Встал Коньков, подбоченился правой рукой, как бы обрисовывая свой стройный стан, и завёл однотонную грустную казацкую песню, и выливалась в этой песне тоска по родине:
Заря ты моя, заря красная! Зачем ты, заря, рано занималася? Не дала ты, заря, молодцу приуправиться, Приуправиться, из полона бежать! Как и за речкою стоял садик зелёненький, Как и в том садике стоял высокий теремок, Да во том теремку столик дубовенький, За тем столиком сидит невольничек молодой, Перед ним стоит молодая француженка, Во руках-то держит поднос серебряный, На подносе стоят чары позолоченные; Наливала она зелена вина, Подносила она молодому невольничку: «Выпей, выкушай, молодой невольничек! Забывай ты про свою сторонушку, Про своего отца, про матерю, Про молодую жену и малых деточек».— Хорошо! — сказала Люси. — В ней, правда, нет музыкальности, но она достигает своей цели, она хватает за душу. Наши песни, они дают целые картины, но в них нет той способности вызвать известное настроение, как в ваших. Спасибо, мой милый.

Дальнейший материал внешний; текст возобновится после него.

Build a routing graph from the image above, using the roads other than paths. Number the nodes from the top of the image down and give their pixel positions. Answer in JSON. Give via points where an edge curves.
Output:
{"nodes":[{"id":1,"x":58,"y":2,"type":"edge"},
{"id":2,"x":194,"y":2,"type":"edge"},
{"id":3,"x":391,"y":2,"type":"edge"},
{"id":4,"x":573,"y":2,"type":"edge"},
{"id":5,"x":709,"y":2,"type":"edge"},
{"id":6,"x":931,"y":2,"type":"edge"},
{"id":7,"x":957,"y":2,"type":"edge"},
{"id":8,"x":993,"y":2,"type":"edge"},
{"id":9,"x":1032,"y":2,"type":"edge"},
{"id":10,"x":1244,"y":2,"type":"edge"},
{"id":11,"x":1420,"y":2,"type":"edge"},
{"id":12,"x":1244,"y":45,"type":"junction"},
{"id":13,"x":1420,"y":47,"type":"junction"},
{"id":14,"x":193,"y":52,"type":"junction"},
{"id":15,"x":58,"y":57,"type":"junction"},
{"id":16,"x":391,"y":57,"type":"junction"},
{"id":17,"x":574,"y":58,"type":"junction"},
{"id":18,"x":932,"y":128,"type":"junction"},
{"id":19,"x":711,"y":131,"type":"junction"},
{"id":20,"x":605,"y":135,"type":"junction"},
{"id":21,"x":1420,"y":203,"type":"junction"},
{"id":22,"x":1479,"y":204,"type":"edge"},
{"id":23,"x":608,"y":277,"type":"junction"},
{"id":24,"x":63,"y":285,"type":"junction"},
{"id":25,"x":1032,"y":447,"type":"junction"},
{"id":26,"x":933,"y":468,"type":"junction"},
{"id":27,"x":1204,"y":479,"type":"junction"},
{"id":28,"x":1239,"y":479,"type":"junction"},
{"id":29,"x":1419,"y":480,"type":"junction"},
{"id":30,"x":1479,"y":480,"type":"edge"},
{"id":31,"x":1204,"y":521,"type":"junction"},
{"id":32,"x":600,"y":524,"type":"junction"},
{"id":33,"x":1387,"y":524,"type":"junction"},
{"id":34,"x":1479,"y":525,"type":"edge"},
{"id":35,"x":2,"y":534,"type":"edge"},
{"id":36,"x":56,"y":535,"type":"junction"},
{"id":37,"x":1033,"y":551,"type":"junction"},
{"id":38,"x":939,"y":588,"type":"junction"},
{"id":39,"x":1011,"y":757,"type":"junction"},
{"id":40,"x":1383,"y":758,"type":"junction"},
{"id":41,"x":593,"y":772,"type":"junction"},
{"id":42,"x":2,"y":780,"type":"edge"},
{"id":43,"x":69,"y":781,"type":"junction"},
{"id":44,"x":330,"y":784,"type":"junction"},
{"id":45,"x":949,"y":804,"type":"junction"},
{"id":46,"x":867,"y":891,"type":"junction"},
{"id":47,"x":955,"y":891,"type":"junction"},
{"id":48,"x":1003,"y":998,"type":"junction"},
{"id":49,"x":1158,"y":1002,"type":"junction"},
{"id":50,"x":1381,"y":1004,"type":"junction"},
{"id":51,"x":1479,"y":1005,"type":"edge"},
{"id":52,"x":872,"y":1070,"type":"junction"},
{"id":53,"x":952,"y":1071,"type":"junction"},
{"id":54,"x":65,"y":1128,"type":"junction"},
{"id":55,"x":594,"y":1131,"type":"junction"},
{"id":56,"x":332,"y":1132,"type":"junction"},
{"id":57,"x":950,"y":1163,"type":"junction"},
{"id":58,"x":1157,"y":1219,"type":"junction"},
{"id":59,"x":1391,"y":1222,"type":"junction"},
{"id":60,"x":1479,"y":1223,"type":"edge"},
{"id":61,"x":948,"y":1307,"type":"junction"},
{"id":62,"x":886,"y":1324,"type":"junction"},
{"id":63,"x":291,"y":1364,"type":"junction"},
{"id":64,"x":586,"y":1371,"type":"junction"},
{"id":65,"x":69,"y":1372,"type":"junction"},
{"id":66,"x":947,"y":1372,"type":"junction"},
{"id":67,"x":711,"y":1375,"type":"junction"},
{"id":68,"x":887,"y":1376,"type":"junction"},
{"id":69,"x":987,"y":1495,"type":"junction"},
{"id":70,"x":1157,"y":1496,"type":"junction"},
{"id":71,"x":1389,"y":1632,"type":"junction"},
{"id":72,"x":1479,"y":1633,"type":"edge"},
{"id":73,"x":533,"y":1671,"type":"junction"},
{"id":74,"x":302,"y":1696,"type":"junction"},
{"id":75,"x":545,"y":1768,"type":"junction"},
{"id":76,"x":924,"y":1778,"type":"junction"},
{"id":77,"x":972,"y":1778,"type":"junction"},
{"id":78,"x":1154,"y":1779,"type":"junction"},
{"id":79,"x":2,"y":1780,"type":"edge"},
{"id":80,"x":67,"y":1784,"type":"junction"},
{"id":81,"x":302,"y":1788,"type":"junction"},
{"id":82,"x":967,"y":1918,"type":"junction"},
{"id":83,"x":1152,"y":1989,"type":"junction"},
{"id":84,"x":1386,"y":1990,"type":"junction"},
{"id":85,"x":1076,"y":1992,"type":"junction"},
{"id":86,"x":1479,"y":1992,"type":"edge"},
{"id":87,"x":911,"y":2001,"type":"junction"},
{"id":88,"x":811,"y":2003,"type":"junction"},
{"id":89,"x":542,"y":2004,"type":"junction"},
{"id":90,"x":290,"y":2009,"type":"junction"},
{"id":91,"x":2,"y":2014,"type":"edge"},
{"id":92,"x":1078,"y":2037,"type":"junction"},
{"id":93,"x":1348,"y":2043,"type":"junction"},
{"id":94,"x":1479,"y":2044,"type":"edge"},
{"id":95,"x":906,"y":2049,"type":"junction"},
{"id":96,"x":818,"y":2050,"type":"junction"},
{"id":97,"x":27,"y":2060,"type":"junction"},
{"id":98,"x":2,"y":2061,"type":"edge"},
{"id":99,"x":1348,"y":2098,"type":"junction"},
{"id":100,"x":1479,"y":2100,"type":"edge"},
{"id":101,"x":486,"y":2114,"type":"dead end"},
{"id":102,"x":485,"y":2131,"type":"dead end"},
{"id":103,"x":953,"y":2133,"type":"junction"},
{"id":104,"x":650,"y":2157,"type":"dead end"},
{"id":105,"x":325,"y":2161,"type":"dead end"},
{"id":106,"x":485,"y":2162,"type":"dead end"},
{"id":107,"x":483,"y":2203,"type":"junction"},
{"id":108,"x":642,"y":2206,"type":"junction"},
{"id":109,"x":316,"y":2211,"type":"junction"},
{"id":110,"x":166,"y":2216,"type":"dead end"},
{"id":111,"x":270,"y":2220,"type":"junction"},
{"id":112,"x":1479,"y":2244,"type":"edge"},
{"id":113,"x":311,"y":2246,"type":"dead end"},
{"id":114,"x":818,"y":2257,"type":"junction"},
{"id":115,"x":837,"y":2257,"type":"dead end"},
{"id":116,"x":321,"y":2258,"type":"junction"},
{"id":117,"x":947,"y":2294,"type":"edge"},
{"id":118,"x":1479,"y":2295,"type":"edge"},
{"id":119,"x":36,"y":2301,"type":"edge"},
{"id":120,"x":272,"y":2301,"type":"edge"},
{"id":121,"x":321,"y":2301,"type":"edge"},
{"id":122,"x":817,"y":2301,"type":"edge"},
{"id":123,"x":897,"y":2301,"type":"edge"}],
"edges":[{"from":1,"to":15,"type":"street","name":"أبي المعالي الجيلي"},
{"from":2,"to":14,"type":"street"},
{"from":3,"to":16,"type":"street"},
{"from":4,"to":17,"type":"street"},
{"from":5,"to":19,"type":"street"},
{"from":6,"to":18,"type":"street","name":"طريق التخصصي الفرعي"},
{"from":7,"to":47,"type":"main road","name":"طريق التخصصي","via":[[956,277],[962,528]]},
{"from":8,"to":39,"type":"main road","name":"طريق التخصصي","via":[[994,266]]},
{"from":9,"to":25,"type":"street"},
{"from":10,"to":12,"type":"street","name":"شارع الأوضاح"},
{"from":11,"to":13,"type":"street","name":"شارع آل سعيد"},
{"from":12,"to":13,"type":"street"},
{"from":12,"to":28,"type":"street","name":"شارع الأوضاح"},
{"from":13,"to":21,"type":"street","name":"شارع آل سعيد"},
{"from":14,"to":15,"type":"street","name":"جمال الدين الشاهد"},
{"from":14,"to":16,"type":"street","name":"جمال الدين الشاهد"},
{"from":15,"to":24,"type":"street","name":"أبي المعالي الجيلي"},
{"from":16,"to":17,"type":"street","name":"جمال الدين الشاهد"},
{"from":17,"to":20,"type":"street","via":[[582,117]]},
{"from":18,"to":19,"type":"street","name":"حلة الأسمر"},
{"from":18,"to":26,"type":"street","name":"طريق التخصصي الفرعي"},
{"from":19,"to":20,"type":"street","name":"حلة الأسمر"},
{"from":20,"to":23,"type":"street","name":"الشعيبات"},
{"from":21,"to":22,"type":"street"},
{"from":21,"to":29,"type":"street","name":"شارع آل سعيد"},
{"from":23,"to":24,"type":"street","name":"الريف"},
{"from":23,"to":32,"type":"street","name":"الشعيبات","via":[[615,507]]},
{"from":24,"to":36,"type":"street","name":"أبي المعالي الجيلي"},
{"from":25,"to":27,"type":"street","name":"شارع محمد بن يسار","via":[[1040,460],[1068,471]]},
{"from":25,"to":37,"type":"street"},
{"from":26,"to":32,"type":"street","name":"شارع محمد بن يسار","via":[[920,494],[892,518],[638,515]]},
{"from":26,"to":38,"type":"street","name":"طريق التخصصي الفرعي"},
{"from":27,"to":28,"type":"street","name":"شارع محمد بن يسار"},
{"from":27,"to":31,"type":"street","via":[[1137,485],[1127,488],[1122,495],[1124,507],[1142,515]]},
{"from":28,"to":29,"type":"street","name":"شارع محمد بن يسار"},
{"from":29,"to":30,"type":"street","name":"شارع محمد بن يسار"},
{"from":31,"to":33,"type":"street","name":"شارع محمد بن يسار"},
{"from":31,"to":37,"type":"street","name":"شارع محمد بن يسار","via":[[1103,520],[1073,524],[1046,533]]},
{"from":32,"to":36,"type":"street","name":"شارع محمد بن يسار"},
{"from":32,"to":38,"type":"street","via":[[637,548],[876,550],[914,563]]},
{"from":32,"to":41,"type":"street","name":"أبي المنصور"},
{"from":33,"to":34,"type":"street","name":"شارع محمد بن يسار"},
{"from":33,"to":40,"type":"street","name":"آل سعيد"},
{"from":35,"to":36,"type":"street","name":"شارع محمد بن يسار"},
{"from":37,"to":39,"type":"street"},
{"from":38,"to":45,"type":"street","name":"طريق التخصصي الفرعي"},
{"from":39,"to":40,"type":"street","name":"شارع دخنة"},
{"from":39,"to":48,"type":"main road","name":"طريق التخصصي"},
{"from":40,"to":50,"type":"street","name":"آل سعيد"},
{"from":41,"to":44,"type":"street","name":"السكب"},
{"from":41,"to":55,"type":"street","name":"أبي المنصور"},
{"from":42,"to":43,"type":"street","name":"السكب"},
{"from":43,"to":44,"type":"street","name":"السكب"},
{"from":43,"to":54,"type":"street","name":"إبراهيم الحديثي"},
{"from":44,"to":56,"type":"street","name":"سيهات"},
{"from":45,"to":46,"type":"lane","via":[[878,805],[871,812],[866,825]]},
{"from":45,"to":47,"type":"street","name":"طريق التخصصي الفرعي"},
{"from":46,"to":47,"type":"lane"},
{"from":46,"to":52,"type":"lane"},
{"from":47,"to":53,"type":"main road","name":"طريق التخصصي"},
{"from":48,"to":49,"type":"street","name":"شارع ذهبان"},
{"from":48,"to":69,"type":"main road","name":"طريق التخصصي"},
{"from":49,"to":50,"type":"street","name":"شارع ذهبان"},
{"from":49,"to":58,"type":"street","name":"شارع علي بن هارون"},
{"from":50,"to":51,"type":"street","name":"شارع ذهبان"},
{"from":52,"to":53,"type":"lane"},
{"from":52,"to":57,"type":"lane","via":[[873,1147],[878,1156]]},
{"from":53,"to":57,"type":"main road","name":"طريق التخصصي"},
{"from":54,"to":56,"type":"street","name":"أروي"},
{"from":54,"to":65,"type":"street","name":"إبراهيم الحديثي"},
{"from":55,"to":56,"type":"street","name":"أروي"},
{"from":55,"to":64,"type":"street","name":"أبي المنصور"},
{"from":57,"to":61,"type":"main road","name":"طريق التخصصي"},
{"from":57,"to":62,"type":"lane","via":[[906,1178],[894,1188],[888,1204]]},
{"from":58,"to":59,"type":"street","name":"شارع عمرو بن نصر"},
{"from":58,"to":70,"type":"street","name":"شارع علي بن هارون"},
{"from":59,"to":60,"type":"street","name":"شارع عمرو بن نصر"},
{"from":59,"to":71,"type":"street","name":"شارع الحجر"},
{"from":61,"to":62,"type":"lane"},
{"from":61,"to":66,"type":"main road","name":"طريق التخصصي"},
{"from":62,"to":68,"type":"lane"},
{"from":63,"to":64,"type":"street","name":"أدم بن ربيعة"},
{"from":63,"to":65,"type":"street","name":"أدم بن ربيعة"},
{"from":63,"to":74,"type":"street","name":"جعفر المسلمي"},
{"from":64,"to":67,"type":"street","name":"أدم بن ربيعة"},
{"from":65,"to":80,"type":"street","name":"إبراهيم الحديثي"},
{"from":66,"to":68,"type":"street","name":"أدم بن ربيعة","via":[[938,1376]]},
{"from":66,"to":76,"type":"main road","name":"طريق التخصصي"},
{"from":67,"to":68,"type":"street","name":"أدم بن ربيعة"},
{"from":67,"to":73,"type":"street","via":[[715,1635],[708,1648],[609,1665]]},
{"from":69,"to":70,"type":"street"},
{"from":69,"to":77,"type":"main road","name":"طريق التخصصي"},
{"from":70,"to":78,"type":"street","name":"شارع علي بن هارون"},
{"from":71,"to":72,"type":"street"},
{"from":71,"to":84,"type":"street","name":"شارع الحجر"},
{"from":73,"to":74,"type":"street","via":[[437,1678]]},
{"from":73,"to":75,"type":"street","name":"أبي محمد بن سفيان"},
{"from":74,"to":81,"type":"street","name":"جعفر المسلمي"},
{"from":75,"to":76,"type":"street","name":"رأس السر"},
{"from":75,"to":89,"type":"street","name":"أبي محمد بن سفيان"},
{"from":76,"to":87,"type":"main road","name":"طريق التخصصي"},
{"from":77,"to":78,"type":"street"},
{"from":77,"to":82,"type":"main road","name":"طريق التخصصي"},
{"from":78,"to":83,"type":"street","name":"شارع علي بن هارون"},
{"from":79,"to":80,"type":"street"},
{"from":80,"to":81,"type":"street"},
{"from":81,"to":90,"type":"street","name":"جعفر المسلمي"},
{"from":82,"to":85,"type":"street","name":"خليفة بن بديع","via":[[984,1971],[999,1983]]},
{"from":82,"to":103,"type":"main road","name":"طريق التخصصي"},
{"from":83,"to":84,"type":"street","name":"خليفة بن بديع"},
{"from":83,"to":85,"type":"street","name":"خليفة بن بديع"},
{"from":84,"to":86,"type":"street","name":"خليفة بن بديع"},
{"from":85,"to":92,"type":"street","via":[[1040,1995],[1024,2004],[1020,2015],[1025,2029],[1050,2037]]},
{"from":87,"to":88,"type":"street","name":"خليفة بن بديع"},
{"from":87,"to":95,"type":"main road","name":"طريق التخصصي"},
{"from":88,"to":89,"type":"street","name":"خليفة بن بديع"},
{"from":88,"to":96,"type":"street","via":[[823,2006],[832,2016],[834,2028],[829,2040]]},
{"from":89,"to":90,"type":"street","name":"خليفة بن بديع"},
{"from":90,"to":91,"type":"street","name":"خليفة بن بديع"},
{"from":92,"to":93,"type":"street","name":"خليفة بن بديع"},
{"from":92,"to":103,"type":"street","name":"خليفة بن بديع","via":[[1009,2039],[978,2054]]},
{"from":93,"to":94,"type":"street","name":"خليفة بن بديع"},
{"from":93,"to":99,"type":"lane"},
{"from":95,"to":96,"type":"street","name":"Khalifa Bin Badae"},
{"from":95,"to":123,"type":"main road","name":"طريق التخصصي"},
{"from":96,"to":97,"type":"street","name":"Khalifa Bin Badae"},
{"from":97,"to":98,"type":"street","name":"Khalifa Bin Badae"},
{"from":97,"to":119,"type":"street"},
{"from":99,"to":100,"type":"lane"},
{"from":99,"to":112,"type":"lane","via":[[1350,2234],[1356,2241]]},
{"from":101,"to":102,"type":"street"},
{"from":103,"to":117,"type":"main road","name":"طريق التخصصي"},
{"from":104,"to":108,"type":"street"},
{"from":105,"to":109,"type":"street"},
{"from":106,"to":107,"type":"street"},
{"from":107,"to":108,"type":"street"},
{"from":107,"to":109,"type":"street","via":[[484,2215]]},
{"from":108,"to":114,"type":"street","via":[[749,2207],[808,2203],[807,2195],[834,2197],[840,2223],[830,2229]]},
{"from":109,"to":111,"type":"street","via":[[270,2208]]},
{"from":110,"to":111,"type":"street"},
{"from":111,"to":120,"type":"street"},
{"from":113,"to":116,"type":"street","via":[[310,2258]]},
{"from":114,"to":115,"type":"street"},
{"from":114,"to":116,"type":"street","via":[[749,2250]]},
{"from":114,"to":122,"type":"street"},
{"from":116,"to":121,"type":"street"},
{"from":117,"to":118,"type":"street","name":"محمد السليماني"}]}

Они не расставались до утра.
Утром седой Антуан долго удерживал рвущуюся вперёд гнедую кобылу и уговаривал её постоять, а Коньков всё не выходил. Наконец, он вышел в стареньком походном плаще. Генрих поставил чемодан в ноги, Люси кинулась на шею.
— Прощай, пиши! Если что — вернись!
Коньков был мрачён...
Ему не хотелось уезжать.
— Прощай, мой милый! Два года буду ждать, а там в монастырь!..
— Не надо так, дорогая.
— Антуан, трогай!
— Постой! Я тебя по-нашему перекрещу. Ну, живи, счастливо, моя хорошая, добрая... Прощай.
— Прощай, мой милый.
— Ну, вперёд...
Гнедая кобыла тронула, кабриолет загремел по каменному двору, завернул на дорогу к лесу и покатился.